The Intel Inspector tool is free, and does leak analysis.  It's "ok" but in my experience I had to wade through a lot of false positives though it's far better than Valgrind for analyzing Fortran.

Intel Vtune I think also track 'high water mark' in a memory analysis feature so you can see memory usage in a timeline and relate that back to your code.

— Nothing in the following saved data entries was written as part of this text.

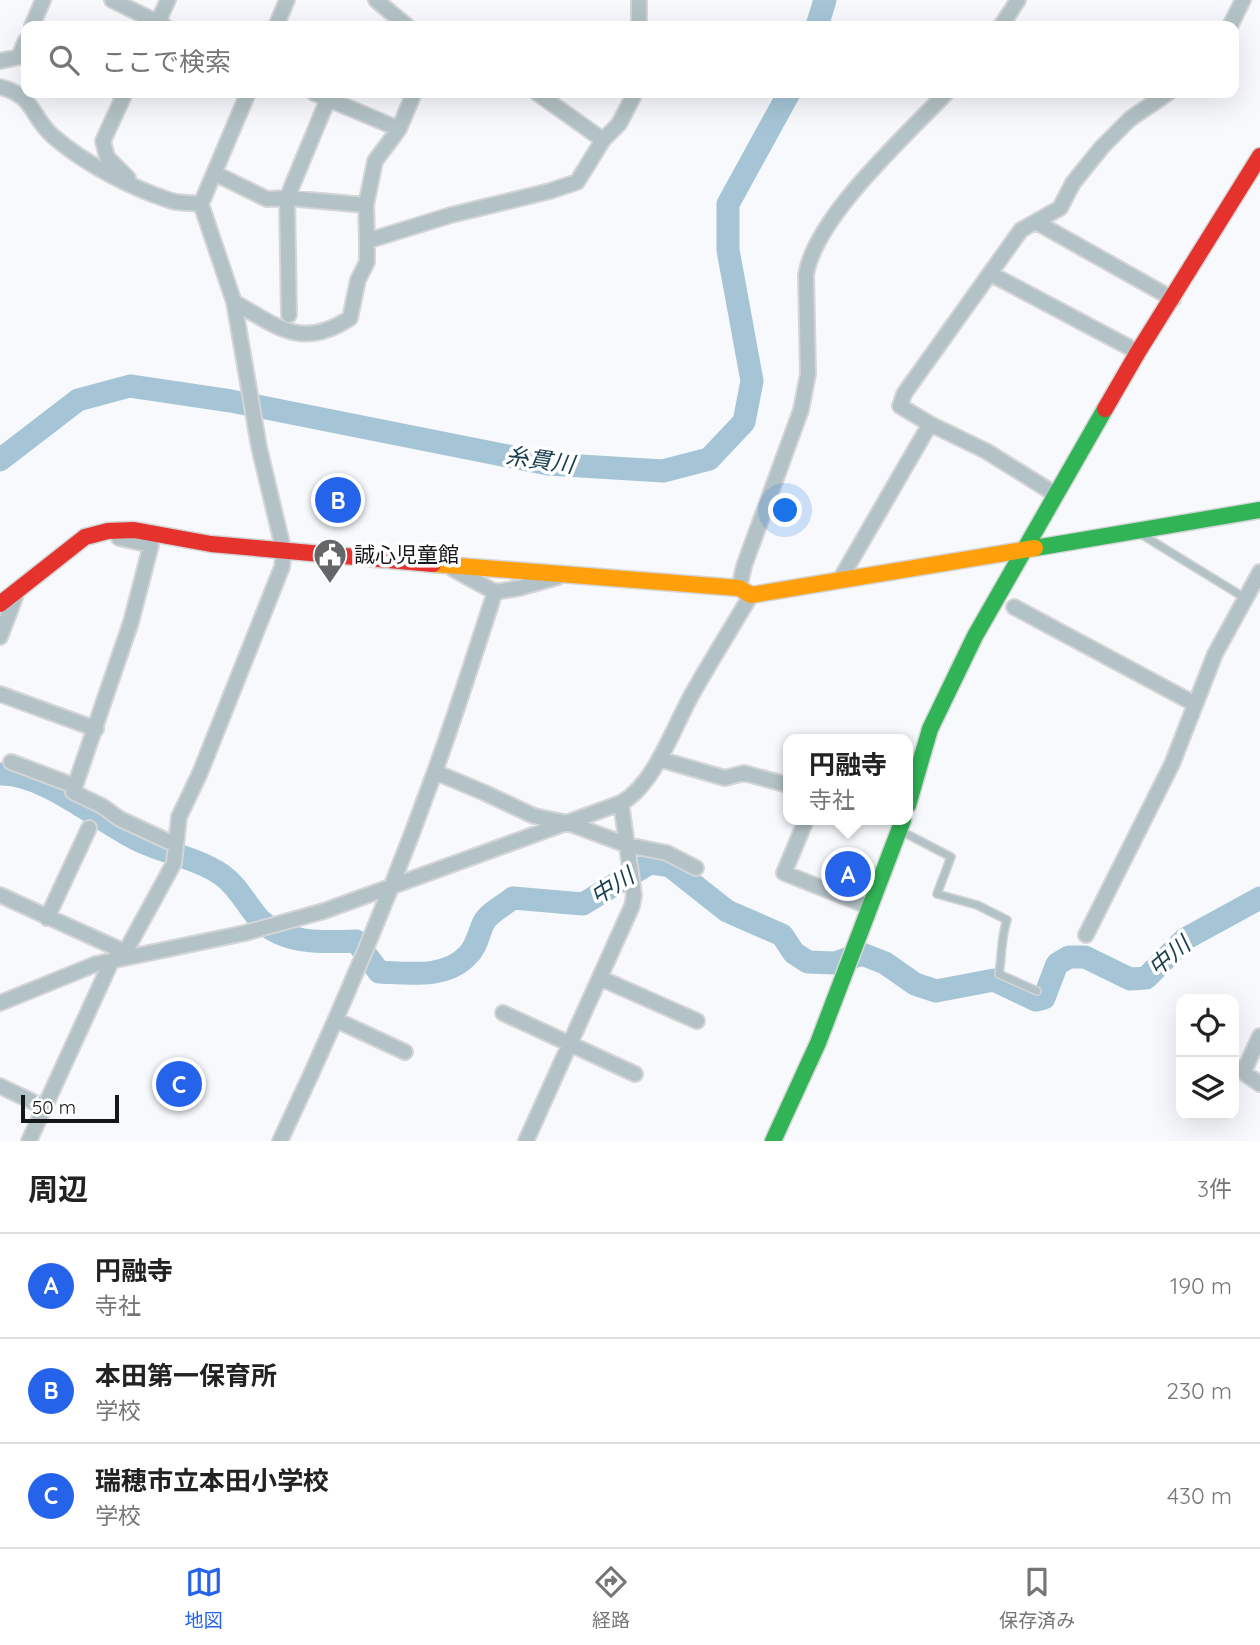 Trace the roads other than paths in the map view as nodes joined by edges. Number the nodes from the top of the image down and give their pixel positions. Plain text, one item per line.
1 (43, 0) edge
2 (112, 0) edge
3 (167, 0) edge
4 (287, 0) edge
5 (376, 0) edge
6 (639, 0) edge
7 (1018, 0) edge
8 (1243, 0) edge
9 (34, 21) edge
10 (151, 21) edge
11 (160, 21) edge
12 (278, 21) edge
13 (401, 21) edge
14 (639, 21) edge
15 (1004, 21) edge
16 (1232, 21) edge
17 (21, 52) edge
18 (0, 61) edge
19 (0, 88) edge
20 (21, 95) edge
21 (25, 98) edge
22 (123, 98) edge
23 (246, 98) edge
24 (320, 98) edge
25 (326, 98) edge
26 (412, 98) edge
27 (544, 98) edge
28 (632, 98) edge
29 (941, 98) edge
30 (1161, 98) edge
31 (399, 129) junction
32 (603, 140) junction
33 (1260, 156) edge
34 (214, 173) junction
35 (139, 188) junction
36 (287, 198) junction
37 (201, 204) junction
38 (366, 205) junction
39 (1036, 222) junction
40 (368, 241) junction
41 (991, 274) junction
42 (1173, 299) junction
43 (234, 302) junction
44 (289, 316) dead end
45 (1138, 352) junction
46 (930, 425) junction
47 (1055, 494) junction
48 (1260, 510) edge
49 (120, 530) junction
50 (1135, 530) junction
51 (1023, 550) junction
52 (284, 552) junction
53 (445, 565) junction
54 (1260, 572) edge
55 (570, 573) junction
56 (841, 578) junction
57 (17, 590) junction
58 (745, 591) junction
59 (495, 592) junction
60 (1245, 598) junction
61 (0, 604) edge
62 (1014, 607) dead end
63 (0, 637) edge
64 (0, 694) edge
65 (1195, 704) junction
66 (96, 729) junction
67 (659, 759) junction
68 (11, 762) dead end
69 (435, 772) junction
70 (783, 783) edge
71 (75, 786) junction
72 (913, 788) edge
73 (621, 803) junction
74 (568, 823) junction
75 (804, 825) edge
76 (902, 825) edge
77 (89, 828) dead end
78 (176, 845) junction
79 (627, 845) junction
80 (696, 868) dead end
81 (391, 888) junction
82 (0, 895) edge
83 (870, 907) junction
84 (47, 918) junction
85 (1086, 935) dead end
86 (120, 957) junction
87 (600, 978) junction
88 (1037, 992) dead end
89 (0, 1003) edge
90 (503, 1013) dead end
91 (336, 1020) junction
92 (697, 1021) dead end
93 (1260, 1036) edge
94 (570, 1043) junction
95 (405, 1052) dead end
96 (1239, 1068) edge
97 (635, 1074) dead end
98 (1260, 1084) edge
99 (0, 1086) edge
100 (44, 1107) junction
101 (29, 1141) edge
102 (280, 1141) edge
103 (526, 1141) edge
104 (773, 1141) edge

1 - 9 street
2 - 10 street
3 - 11 street
4 - 12 street
5 - 13 street
6 - 14 street
7 - 15 street
8 - 16 street
17 - 18 street
19 - 20 street
21 - 35 street
22 - 35 street
23 - 34 street
24 - 36 street
25 - 31 street
26 - 31 street
27 - 32 street
28 - 32 street
29 - 58 street
30 - 39 street
31 - 38 street
32 - 40 street
33 - 42 street
34 - 36 street
34 - 37 street
35 - 37 street
36 - 38 street
36 - 44 street
37 - 43 street
38 - 40 street
39 - 41 street
39 - 42 street
40 - 43 street
41 - 45 street
41 - 46 street
42 - 45 street
43 - 52 street
45 - 47 street
46 - 47 street
46 - 56 street
47 - 51 street
48 - 50 street
49 - 52 street
49 - 57 street
49 - 66 street
50 - 51 street
50 - 60 lane
51 - 56 street
51 - 72 street
52 - 53 street
52 - 78 street
53 - 55 street
53 - 59 street
54 - 60 street
55 - 58 street
55 - 59 street
56 - 58 street
57 - 61 street
57 - 63 street
58 - 67 street
59 - 69 street
60 - 65 street
62 - 65 street
64 - 66 street
65 - 85 street
66 - 71 street
67 - 70 street
67 - 73 street
68 - 71 street
69 - 74 street
69 - 81 street
71 - 78 street
73 - 74 street
73 - 79 street
74 - 79 street
74 - 81 street
75 - 83 street
76 - 83 street
76 - 88 lane
77 - 84 street
78 - 86 street
79 - 80 street
79 - 87 street
81 - 86 street
81 - 91 street
82 - 84 street
83 - 104 street
84 - 86 street
86 - 89 street
86 - 100 street
87 - 92 street
87 - 94 street
90 - 94 street
91 - 95 street
91 - 102 street
93 - 96 street
94 - 97 street
94 - 103 street
96 - 98 street
99 - 100 street
100 - 101 street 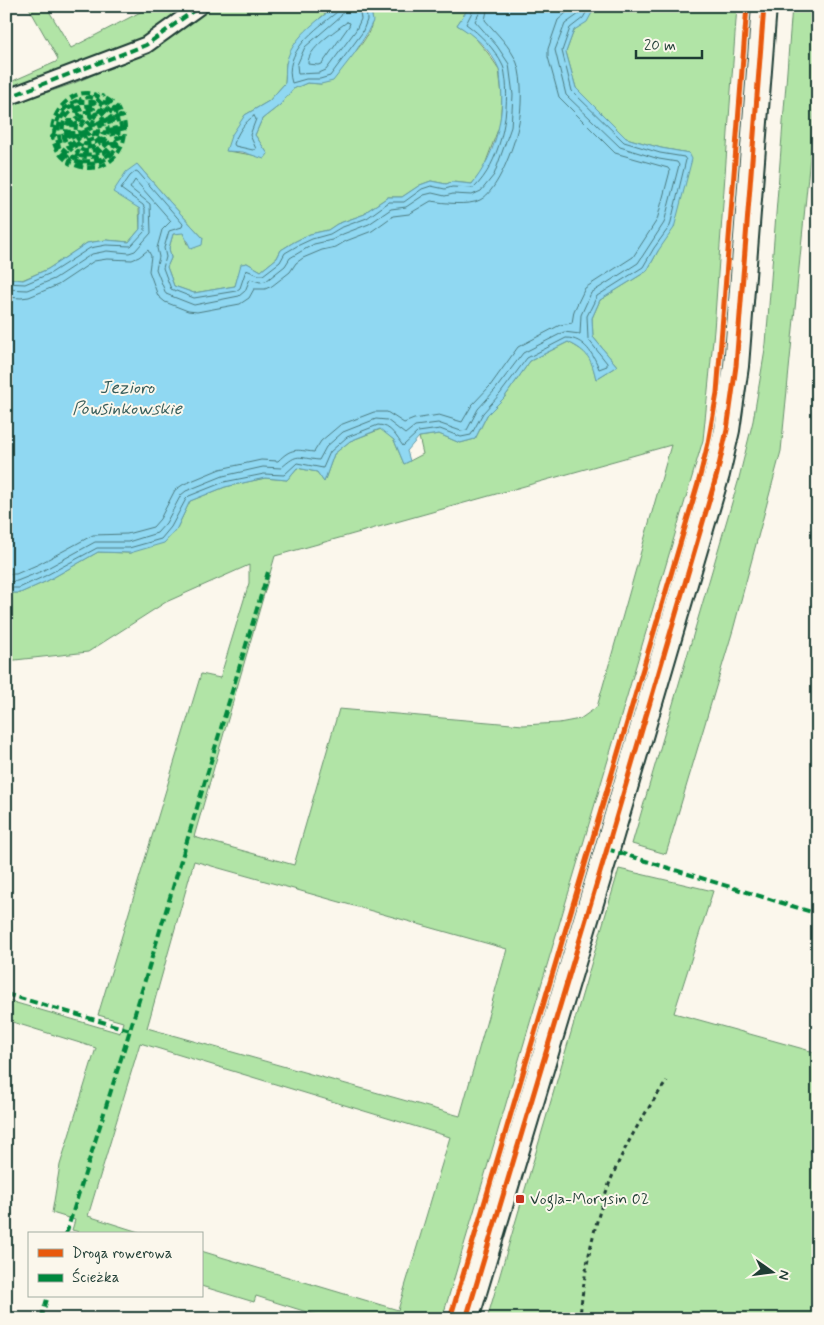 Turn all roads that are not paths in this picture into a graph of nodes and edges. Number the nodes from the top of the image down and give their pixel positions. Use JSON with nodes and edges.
{"nodes":[{"id":1,"x":200,"y":6,"type":"edge"},
{"id":2,"x":764,"y":6,"type":"edge"},
{"id":3,"x":6,"y":98,"type":"edge"},
{"id":4,"x":466,"y":1319,"type":"edge"}],
"edges":[{"from":1,"to":3,"type":"street"},
{"from":2,"to":4,"type":"street"}]}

Look for both of those tools and kick the tires.

 

Linux gets in the way as well.  It uses a lazy algorithm and doesn't allocate physical pages until you touch them.  So you could allocate a huge array and as you step through it, it appears memory usage keeps going up and up.  Or you allocate a bunch of arrays and use them in different places in the code.  And in Fortran you have automatic variables.  Also, Linux can also keep pages around after freeing them, on the chance you may want another allocation of the same size in the future.  Then if it's an MPI code you have comm buffers created and destroyed.  Or IO buffers for any code.  NFS caching, parallel file system caching buffers, etc.  It's overwhelming. 

 

So I don't think you will find what you are looking for - a real time view memory pages that are actually in use by your core application (not it's IO subsystem or MPI buffering).  It's frustrating, about the only thing you do know is when you blow out of VM and the process crashes hard. 

 

IN GENERAL Fortran is far superior to C/C++ wrt memory leaks.  You really have to go out of your way to create a memory leak in Fortran.  The best way is to call C/C++ and do memory management in both languages OR do the memory management in C outside of fortran allocate/deallocate.  My money is that it's not a leak in the Fortran code, though I have seen a handful of cases over 20 years or so.  Far more likely is that your application is simply allocating too much data OR you have a lot of automatics or array temps created.  Have you tried option -check arg-temp-created?   If your code is legacy with EXTERNAL procedures and large arrays, the temp arrays are probably the culprit.  If so, try -heap-arrays option.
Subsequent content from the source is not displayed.